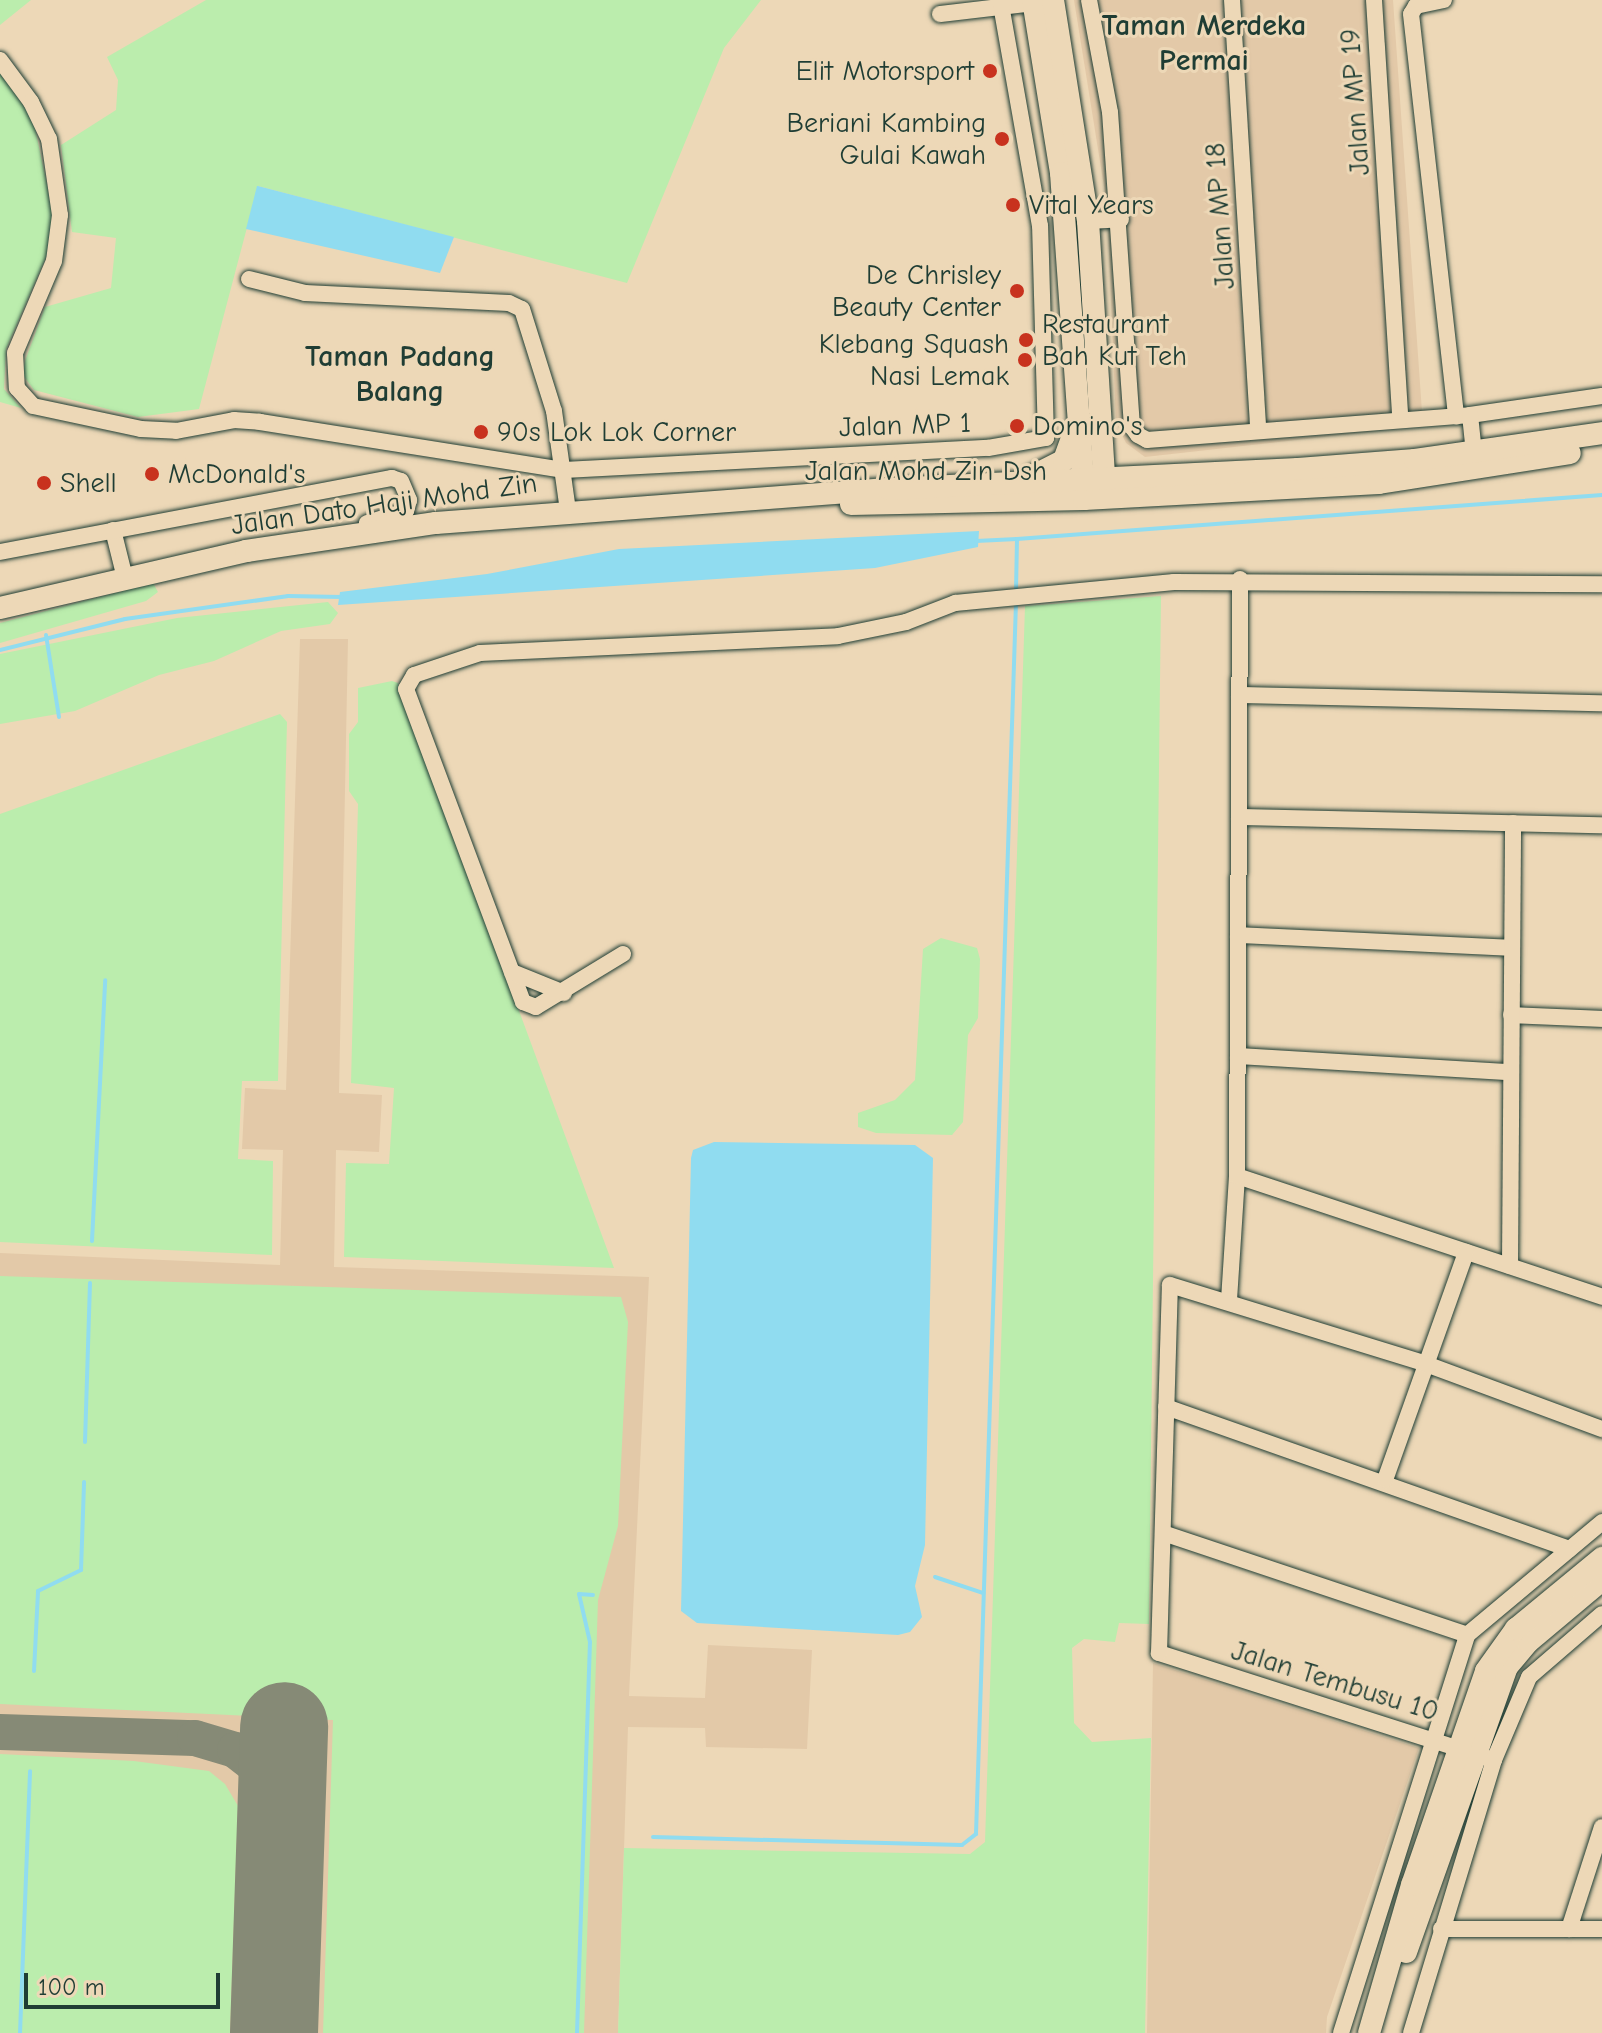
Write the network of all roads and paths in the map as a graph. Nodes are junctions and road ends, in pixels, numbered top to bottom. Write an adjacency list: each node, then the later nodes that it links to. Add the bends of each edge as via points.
1 (1089, 0): 9 (street, via 1110,112)
2 (1232, 0): 17 (street, Jalan MP 18)
3 (1374, 0): 15 (street, Jalan MP 19)
4 (1444, 0): 14 (street, via 1416,6 1411,14)
5 (1040, 1): 6 (street); 10 (main road); 16 (main road, via 1061,173)
6 (1001, 4): 7 (street); 21 (street, Jalan MP 1, via 1040,226 1045,440 988,448)
7 (940, 14)
8 (0, 60): 21 (street, via 31,102 49,139 60,215 54,261 15,353 17,388 33,406 141,429 176,431 260,422)
9 (1121, 219): 10 (street); 17 (street, via 1132,427 1147,440)
10 (1088, 221): 13 (main road)
11 (249, 279): 21 (street, via 305,293 516,305 529,320)
12 (1602, 396): 14 (street)
13 (1098, 410): 22 (main road, via 1111,454); 24 (main road)
14 (1463, 415): 15 (street); 20 (street)
15 (1400, 417): 17 (street)
16 (1077, 422): 23 (main road, via 1064,460); 24 (main road)
17 (1258, 428)
18 (1602, 433): 20 (main road, Jalan Mohd Zin Dsh)
19 (1602, 448): 24 (main road, Jalan Mohd Zin Dsh, via 1379,483)
20 (1474, 453): 22 (main road, Jalan Mohd Zin Dsh)
21 (564, 470): 26 (street)
22 (1153, 477): 24 (main road, Jalan Mohd Zin Dsh)
23 (1015, 484): 24 (main road, Jalan Mohd Zin Dsh); 25 (main road, Jalan Mohd Zin Dsh, via 888,489)
24 (1094, 489): 25 (main road, Jalan Mohd Zin Dsh, via 891,505)
25 (782, 501): 26 (main road, Jalan Dato Haji Mohd Zin)
26 (568, 510): 28 (main road, Jalan Dato Haji Mohd Zin)
27 (113, 530): 28 (street, via 392,478 406,489 406,511 394,518 335,529); 29 (street); 30 (street)
28 (308, 541): 30 (main road, Jalan Dato Haji Mohd Zin)
29 (0, 552)
30 (125, 578): 33 (main road, Jalan Dato Haji Mohd Zin)
31 (1240, 579): 32 (street); 34 (street); 42 (street, via 955,603 906,622 838,636 480,653 414,675 406,689)
32 (1602, 584)
33 (0, 608)
34 (1239, 695): 35 (street); 36 (street)
35 (1602, 703)
36 (1239, 817): 37 (street); 39 (street)
37 (1513, 823): 38 (street); 40 (street)
38 (1602, 825)
39 (1238, 935): 40 (street); 46 (street)
40 (1512, 948): 44 (street)
41 (623, 954): 43 (street)
42 (512, 972): 43 (street); 43 (street, via 529,1008)
43 (564, 993)
44 (1511, 1015): 45 (street); 47 (street)
45 (1602, 1019)
46 (1238, 1056): 47 (street); 48 (street)
47 (1511, 1072): 50 (street)
48 (1237, 1176): 49 (street); 52 (street)
49 (1466, 1252): 50 (street); 53 (street)
50 (1510, 1266): 51 (street)
51 (1602, 1297)
52 (1229, 1300): 53 (street); 54 (street, via 1170,1285)
53 (1426, 1364): 55 (street); 56 (street)
54 (1166, 1407): 56 (street); 58 (street)
55 (1602, 1429)
56 (1385, 1480): 59 (street)
57 (1602, 1522): 59 (street)
58 (1163, 1533): 63 (street); 64 (street, Jalan Tembusu 10, via 1159,1653)
59 (1570, 1549): 63 (street)
60 (1602, 1558): 65 (main road, via 1503,1643 1486,1671)
61 (1602, 1580): 65 (main road, via 1516,1654)
62 (1602, 1614): 65 (street, via 1529,1677)
63 (1467, 1635): 64 (street)
64 (1435, 1740): 65 (street, Jalan Tembusu 10); 70 (street)
65 (1476, 1754): 67 (street); 71 (main road)
66 (1602, 1827): 68 (street)
67 (1441, 1929): 68 (street); 75 (street)
68 (1569, 1929): 69 (street)
69 (1602, 1929)
70 (1360, 1973): 71 (street); 72 (street)
71 (1389, 1984): 73 (main road); 74 (main road)
72 (1341, 2033)
73 (1369, 2033)
74 (1380, 2033)
75 (1411, 2033)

**TASK DIRECTIONS**
Pull out every line of the records above that contains the word "Mohd".

**RESULT FOR THIS EXERCISE**
18 (1602, 433): 20 (main road, Jalan Mohd Zin Dsh)
19 (1602, 448): 24 (main road, Jalan Mohd Zin Dsh, via 1379,483)
20 (1474, 453): 22 (main road, Jalan Mohd Zin Dsh)
22 (1153, 477): 24 (main road, Jalan Mohd Zin Dsh)
23 (1015, 484): 24 (main road, Jalan Mohd Zin Dsh); 25 (main road, Jalan Mohd Zin Dsh, via 888,489)
24 (1094, 489): 25 (main road, Jalan Mohd Zin Dsh, via 891,505)
25 (782, 501): 26 (main road, Jalan Dato Haji Mohd Zin)
26 (568, 510): 28 (main road, Jalan Dato Haji Mohd Zin)
28 (308, 541): 30 (main road, Jalan Dato Haji Mohd Zin)
30 (125, 578): 33 (main road, Jalan Dato Haji Mohd Zin)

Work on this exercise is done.